[Dataset entries]

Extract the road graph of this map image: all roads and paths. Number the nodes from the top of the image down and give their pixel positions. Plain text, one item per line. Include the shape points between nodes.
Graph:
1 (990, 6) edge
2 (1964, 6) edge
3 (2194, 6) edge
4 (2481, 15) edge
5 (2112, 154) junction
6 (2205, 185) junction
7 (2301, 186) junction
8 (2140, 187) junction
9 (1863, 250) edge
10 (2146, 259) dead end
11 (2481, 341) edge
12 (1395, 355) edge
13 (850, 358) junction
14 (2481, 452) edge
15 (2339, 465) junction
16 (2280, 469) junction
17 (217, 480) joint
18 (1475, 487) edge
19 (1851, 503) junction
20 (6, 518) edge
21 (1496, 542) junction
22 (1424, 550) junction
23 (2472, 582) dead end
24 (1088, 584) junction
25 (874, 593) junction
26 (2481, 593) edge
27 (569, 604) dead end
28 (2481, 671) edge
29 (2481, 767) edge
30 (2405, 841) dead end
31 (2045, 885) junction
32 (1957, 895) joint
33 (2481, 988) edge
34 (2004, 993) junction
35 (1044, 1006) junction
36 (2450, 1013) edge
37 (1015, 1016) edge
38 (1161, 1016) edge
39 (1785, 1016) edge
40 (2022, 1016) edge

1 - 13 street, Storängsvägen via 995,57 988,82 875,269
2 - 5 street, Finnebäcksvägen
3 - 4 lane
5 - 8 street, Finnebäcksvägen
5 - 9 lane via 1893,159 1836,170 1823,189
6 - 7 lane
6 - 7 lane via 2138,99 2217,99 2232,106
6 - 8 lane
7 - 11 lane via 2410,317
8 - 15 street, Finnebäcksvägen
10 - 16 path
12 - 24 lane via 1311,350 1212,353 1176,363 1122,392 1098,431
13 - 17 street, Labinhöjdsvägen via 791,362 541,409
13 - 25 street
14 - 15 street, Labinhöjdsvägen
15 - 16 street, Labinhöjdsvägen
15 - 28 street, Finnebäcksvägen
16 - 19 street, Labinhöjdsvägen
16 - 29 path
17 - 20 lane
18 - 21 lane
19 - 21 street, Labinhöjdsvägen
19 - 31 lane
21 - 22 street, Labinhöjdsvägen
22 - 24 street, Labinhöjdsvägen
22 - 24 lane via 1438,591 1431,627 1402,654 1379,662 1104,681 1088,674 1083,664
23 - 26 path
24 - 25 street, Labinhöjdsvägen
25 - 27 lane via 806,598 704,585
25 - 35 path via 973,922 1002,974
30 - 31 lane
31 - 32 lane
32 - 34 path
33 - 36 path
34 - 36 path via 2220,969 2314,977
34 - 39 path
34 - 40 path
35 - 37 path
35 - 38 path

◆ TASK STATEMENT
Say the number of data lines holding "Labinhöjdsvägen", without any other words.

◆ WRITTEN RESPONSE
8